| AspenTimes.com

Are Aspen’s pedestrian malls due for makeover?

Aspen’s pedestrian malls are beginning to show their age, and city officials are cautiously considering whether it’s time for elective surgery.

Plans to dig up the 1970s-era, brick-laden malls and replace aging infrastructure underneath have been dormant for nearly two years, but are now resurfacing as Aspen’s elected officials face some of the most important decisions they’ll make in office.

As with any surgery, it’s a big deal and the patient will likely never be the same again.

“It’s going to be impactful,” said Jeff Pendarvis, the city’s capital asset director. “We are reevaluating what we are going to do and vetting it to make sure we are going about it the right way.”

He will update Aspen City Council later this month on the overhaul plan of 130,000 square feet on Hyman, Mill, Cooper and Galena streets covering three blocks.

The landscape architecture firm Design Workshop developed a conceptual design for the city in 2017 and 2018, which was based off of three years of planning and public feedback.

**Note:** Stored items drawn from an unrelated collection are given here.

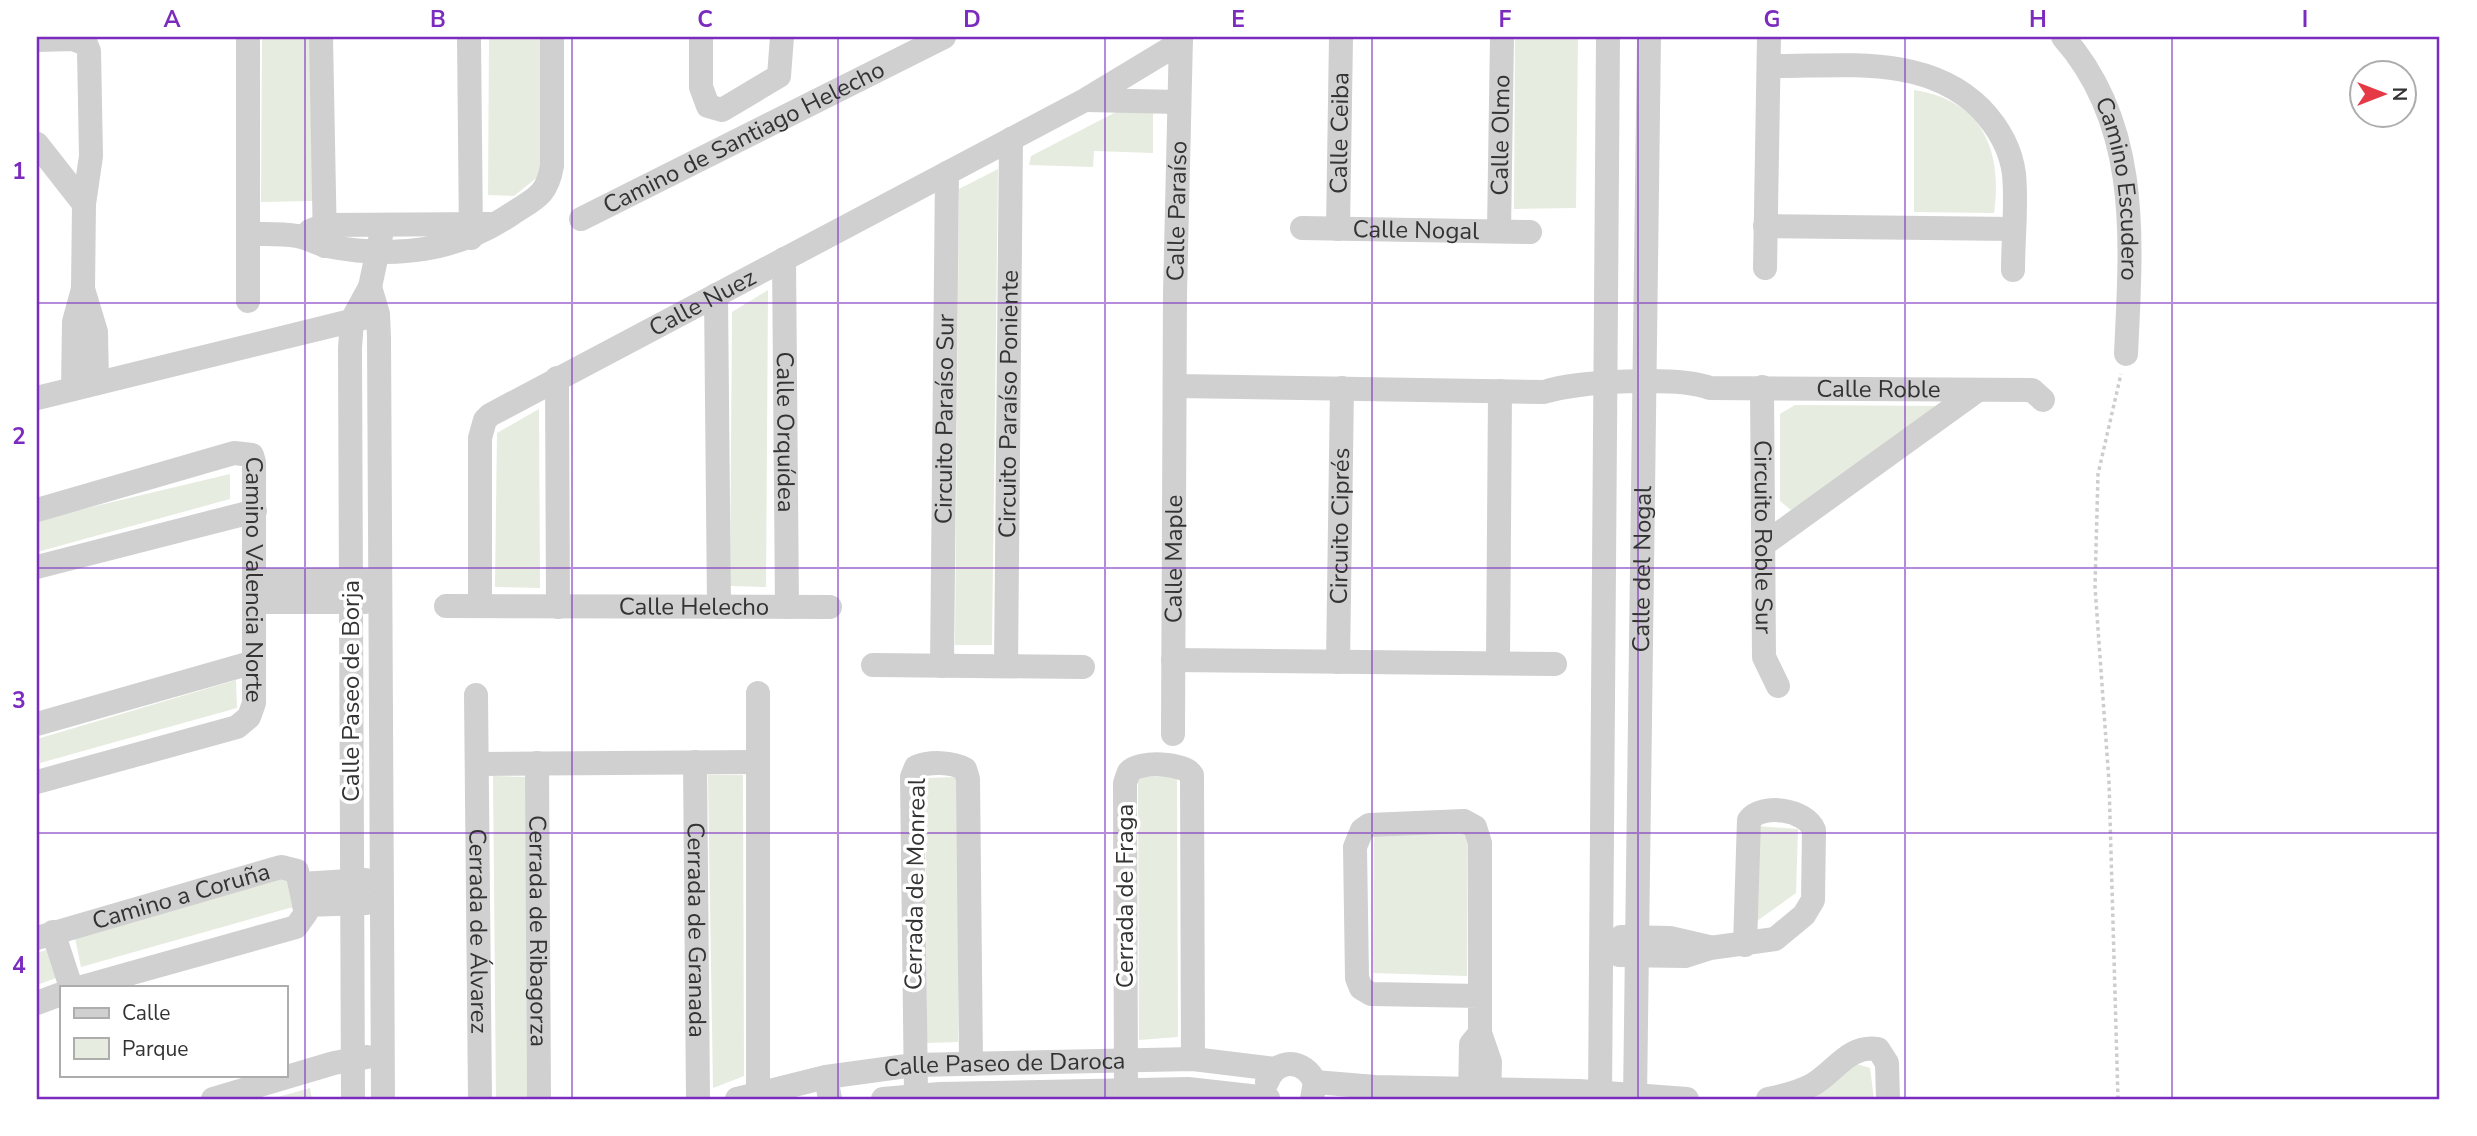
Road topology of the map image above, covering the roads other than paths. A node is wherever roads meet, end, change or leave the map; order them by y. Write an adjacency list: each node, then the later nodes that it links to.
1 (248, 37): 32 (street)
2 (321, 37): 33 (street)
3 (469, 37): 29 (street)
4 (552, 37): 29 (street)
5 (701, 37): 6 (street)
6 (782, 37)
7 (944, 37): 23 (street, Camino de Santiago Helecho)
8 (1341, 37): 27 (street, Calle Ceiba)
9 (1502, 37): 30 (street, Calle Olmo)
10 (1608, 37): 52 (street, Calle del Nogal)
11 (1649, 37): 49 (street, Calle del Nogal)
12 (1769, 37): 16 (street)
13 (2063, 37): 43 (street, Camino Escudero)
14 (1181, 39): 17 (street, Calle Nuez); 18 (street, Calle Paraíso)
15 (37, 40): 22 (street)
16 (1769, 66): 25 (street); 28 (street)
17 (1085, 100): 18 (street, Calle Nuez); 19 (street, Calle Nuez)
18 (1179, 102): 46 (street, Calle Paraíso)
19 (1011, 139): 21 (street, Calle Nuez); 75 (street, Circuito Paraíso Poniente)
20 (37, 144): 22 (street)
21 (947, 173): 35 (street, Calle Nuez); 74 (street, Circuito Paraíso Sur)
22 (84, 204): 45 (street)
23 (581, 219)
24 (383, 226): 29 (street); 33 (street); 34 (street, Calle Paseo de Borja)
25 (1765, 226): 28 (street); 36 (street)
26 (1302, 229): 27 (street, Calle Nogal)
27 (1338, 229): 30 (street, Calle Nogal)
28 (2013, 229): 37 (street)
29 (471, 231): 34 (street)
30 (1499, 231): 31 (street, Calle Nogal)
31 (1530, 232)
32 (248, 234): 33 (street); 40 (street)
33 (325, 236): 34 (street)
34 (378, 250): 38 (street, Calle Paseo de Borja)
35 (784, 259): 39 (street, Calle Nuez); 66 (street, Calle Orquídea)
36 (1765, 268)
37 (2013, 270)
38 (370, 287): 41 (street, Calle Paseo de Borja); 42 (street, Calle Paseo de Borja)
39 (716, 295): 44 (street, Calle Nuez); 65 (street)
40 (248, 301)
41 (378, 314): 42 (street); 61 (street, Calle Paseo de Borja)
42 (352, 320): 45 (street); 60 (street, Calle Paseo de Borja)
43 (2126, 355)
44 (557, 379): 63 (street, Calle Nuez); 64 (street)
45 (85, 386): 53 (street)
46 (1176, 386): 48 (street); 68 (street, Calle Maple)
47 (1762, 387): 49 (street, Calle Roble); 50 (street, Calle Roble); 57 (street, Circuito Roble Sur)
48 (1342, 388): 51 (street); 70 (street, Circuito Ciprés)
49 (1646, 390): 52 (street, Calle Roble); 93 (street, Calle del Nogal)
50 (1978, 390): 54 (street, Calle Roble); 57 (street)
51 (1500, 391): 52 (street); 71 (street)
52 (1606, 391): 91 (street, Calle del Nogal)
53 (37, 398)
54 (2043, 400)
55 (37, 510): 56 (street, Camino Valencia Norte)
56 (255, 511): 58 (street); 59 (street, Camino Valencia Norte)
57 (1763, 545): 77 (street, Circuito Roble Sur)
58 (37, 567)
59 (255, 591): 60 (street); 69 (street, Camino Valencia Norte)
60 (351, 591): 61 (street); 88 (street, Calle Paseo de Borja)
61 (380, 591): 87 (street, Calle Paseo de Borja)
62 (446, 607): 63 (street, Calle Helecho)
63 (480, 607): 64 (street, Calle Helecho)
64 (558, 607): 65 (street, Calle Helecho)
65 (719, 607): 66 (street, Calle Helecho)
66 (787, 607): 67 (street, Calle Helecho)
67 (830, 607)
68 (1174, 660): 70 (street); 81 (street, Calle Maple)
69 (254, 662): 80 (street); 86 (street, Camino Valencia Norte)
70 (1338, 662): 71 (street)
71 (1498, 663): 72 (street)
72 (1555, 664)
73 (873, 665): 74 (street)
74 (942, 666): 75 (street)
75 (1006, 666): 76 (street)
76 (1083, 667)
77 (1778, 686)
78 (758, 693): 83 (street)
79 (476, 695): 85 (street, Cerrada de Álvarez)
80 (37, 724)
81 (1173, 734)
82 (695, 762): 83 (street); 84 (street); 120 (street, Cerrada de Granada)
83 (758, 762): 110 (street)
84 (537, 763): 85 (street); 119 (street, Cerrada de Ribagorza)
85 (477, 764): 118 (street, Cerrada de Álvarez)
86 (37, 782)
87 (381, 891): 88 (street, Camino a Coruña); 99 (street, Calle Paseo de Borja)
88 (352, 892): 89 (street, Camino a Coruña); 100 (street, Calle Paseo de Borja)
89 (302, 895): 90 (street, Camino a Coruña); 95 (street)
90 (45, 935): 94 (street, Camino a Coruña)
91 (1602, 945): 93 (street); 112 (street, Calle del Nogal)
92 (1745, 945): 92 (street); 93 (street)
93 (1635, 946): 113 (street, Calle del Nogal)
94 (70, 986)
95 (86, 986)
96 (60, 994): 98 (street)
97 (1479, 996): 97 (street); 109 (street)
98 (37, 1003)
99 (381, 1056): 100 (street); 117 (street, Calle Paseo de Borja)
100 (352, 1058): 115 (street); 116 (street, Calle Paseo de Borja)
101 (1193, 1059): 102 (street, Calle Paseo de Daroca); 102 (street, Cerrada de Fraga); 105 (street, Calle Paseo de Daroca)
102 (1125, 1060): 103 (street, Calle Paseo de Daroca); 107 (street, Cerrada de Fraga)
103 (971, 1064): 104 (street, Calle Paseo de Daroca); 104 (street, Cerrada de Monreal)
104 (914, 1065): 106 (street, Calle Paseo de Daroca); 111 (street, Cerrada de Monreal)
105 (1275, 1069): 108 (street, Calle Paseo de Daroca); 114 (street)
106 (827, 1088): 110 (street, Calle Paseo de Daroca)
107 (1126, 1091): 111 (street, Calle Paseo de Daroca); 114 (street, Calle Paseo de Daroca)
108 (1313, 1091): 109 (street)
109 (1479, 1094): 112 (street)
110 (747, 1096)
111 (916, 1096): 121 (street, Calle Paseo de Daroca)
112 (1600, 1096): 113 (street)
113 (1635, 1097): 122 (street)
114 (1269, 1098)
115 (213, 1099)
116 (353, 1099)
117 (383, 1099)
118 (480, 1099)
119 (539, 1099)
120 (698, 1099)
121 (883, 1099)
122 (1687, 1099)
123 (1768, 1099): 124 (street)
124 (1888, 1099)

A rendering of the Aspen Mall.
Courtesy of City of Aspen

It includes everything from moving the bathrooms at Wagner Park to removing the fire pit on Galena Street, to a possible reconfiguring of outdoor dining spaces and replacing the early 1900s bricks with replicas that can provide an even surface, among other changes.

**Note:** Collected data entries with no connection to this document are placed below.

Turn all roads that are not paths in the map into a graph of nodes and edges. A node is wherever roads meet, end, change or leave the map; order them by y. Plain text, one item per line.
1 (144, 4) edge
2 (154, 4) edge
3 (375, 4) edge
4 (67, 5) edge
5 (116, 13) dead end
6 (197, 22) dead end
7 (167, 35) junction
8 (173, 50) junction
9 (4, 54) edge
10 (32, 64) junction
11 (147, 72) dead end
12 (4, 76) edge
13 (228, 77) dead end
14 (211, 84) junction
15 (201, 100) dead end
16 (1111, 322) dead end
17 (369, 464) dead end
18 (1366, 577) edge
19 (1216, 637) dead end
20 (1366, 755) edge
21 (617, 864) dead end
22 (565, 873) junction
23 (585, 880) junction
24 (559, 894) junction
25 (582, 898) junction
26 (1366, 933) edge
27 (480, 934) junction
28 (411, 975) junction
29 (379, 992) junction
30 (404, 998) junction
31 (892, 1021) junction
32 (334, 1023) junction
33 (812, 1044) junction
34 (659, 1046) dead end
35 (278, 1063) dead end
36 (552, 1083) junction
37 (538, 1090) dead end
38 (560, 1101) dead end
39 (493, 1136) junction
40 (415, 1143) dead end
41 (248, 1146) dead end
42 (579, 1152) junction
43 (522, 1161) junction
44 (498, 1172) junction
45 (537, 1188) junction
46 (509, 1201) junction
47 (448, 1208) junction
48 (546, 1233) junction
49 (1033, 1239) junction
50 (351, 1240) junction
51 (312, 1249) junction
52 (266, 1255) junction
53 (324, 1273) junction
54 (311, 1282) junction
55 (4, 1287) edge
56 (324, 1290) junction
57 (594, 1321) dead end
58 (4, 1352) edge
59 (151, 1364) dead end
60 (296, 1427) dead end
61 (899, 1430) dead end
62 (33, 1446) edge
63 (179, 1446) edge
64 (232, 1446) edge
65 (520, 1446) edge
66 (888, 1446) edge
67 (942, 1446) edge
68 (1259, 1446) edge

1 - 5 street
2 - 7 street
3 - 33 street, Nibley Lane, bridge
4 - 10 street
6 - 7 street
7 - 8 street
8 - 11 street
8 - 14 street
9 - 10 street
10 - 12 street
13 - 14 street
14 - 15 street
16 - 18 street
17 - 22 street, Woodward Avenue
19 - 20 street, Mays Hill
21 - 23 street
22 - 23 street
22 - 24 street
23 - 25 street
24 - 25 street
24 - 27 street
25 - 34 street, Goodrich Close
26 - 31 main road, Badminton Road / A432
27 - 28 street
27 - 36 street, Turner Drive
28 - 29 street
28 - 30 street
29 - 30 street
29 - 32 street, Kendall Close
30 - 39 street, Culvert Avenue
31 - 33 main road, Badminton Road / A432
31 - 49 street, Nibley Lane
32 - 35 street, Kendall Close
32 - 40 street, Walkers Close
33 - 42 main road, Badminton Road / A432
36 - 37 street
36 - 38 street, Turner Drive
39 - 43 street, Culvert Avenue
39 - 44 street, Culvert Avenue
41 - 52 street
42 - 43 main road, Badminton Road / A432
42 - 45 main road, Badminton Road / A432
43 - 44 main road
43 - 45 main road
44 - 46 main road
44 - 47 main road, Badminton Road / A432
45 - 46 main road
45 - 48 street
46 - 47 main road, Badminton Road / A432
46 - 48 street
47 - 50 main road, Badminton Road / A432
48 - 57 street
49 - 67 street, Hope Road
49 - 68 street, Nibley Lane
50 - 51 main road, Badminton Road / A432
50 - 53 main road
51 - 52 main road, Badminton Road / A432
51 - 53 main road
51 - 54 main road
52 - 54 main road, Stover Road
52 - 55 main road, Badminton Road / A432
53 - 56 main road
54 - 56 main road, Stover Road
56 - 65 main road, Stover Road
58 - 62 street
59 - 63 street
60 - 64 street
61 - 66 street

Those design documents, which have been shelved since last year after council approved them, are being dusted off for consideration by the newly elected, Mayor Torre-led council.

The impetus for the “big dig” is what’s lurking beneath the malls, which were built in 1976. Not only is the brick surface more than 40 years old, much of the malls’ underground infrastructure predates that by a couple of decades.

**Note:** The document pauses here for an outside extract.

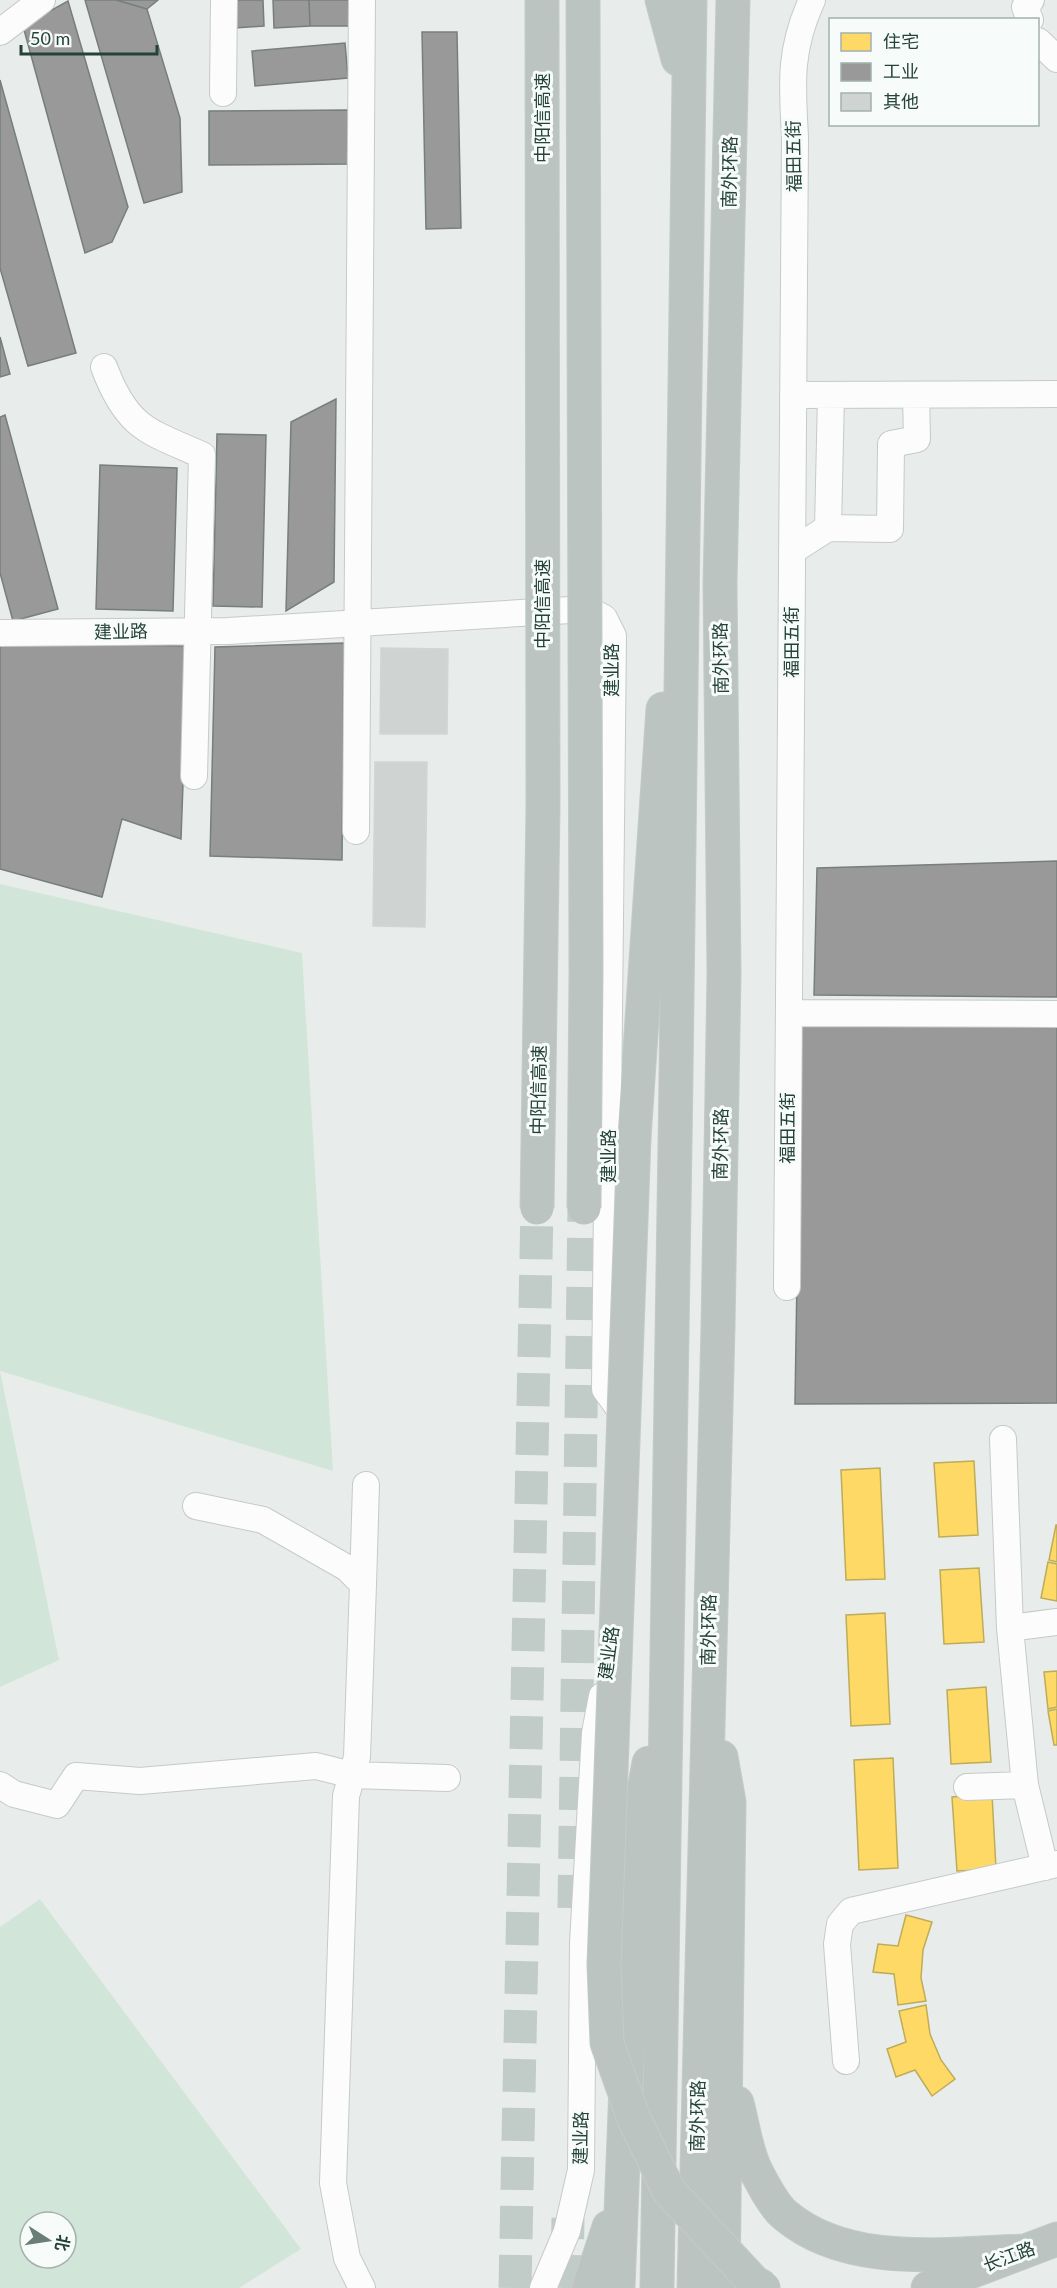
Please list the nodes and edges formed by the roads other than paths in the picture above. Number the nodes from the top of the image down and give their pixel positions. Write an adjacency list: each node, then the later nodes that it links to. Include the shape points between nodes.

A rendering of what a resurfaced pedestrian mall in downtown Aspen would look like.
Courtesy of City of Aspen

Utility lines for water, gas, telephone, electric and storm water are due to be replaced or upgraded. Simultaneously, city officials say the uneven surface needs to be redone so it meets Americans with Disabilities Act requirements.

“This is to make Aspen inclusive and accessible,” said City Manager Sara Ott, acknowledging that the bricks are not ideal for walkers and wheelchairs. “It’s not the experience we want for our urban park.”

Ott also recognizes that such an endeavor is a “huge project” and will impact hundreds of businesses and thousands of citizens and visitors.

That’s why city officials have slowed their roll on taking the plan to the next step, which is creating schematic design and then construction drawings.

The entire project will be reframed for council during a work session scheduled for Sept. 24, said Darla Callaway, a principal landscape architect with Design Workshop.

“We’ve been sitting on this for a while,” she said. “The next phase of design will be crucial for options. … (The conceptual design) is a toolkit for decision makers and we’ll be there to help the city and community make the right decisions.”

Just under $4 million had been budgeted this year for schematic design and construction drawings, but it hasn’t been spent.

Ott said some money may be allocated for the 2020 budget, but it will be contingent upon what council decides.

As Design Workshop refines its scope of work, one aspect of the plan that Pendarvis plans to highlight is developing design standards for underground infrastructure and utilities and criteria for future development.

“We need those so developers know what to expect and what the design standards are,” he said. “We don’t have a project yet, it’s about design.”

It’s very likely that some buildings on the pedestrian malls get redeveloped before the bricks get ripped up.

Contract mason Chip Patterson repairs the brick on the walking mall next to Wagner Park in Aspen on Thursday, September 12, 2019. (Kelsey Brunner/The Aspen Times)
Kelsey Brunner/The Aspen Times

Landlord Mark Hunt has plans to raze and replace the two restaurant spaces at 305 and 307 S. Mill St. next year, as well as transform the two buildings next to the Red Onion on the Cooper Avenue Mall into a performing arts center for Jazz Aspen Snowmass.

Pendarvis said upon further investigation, underground infrastructure might not be as bad as officials once thought.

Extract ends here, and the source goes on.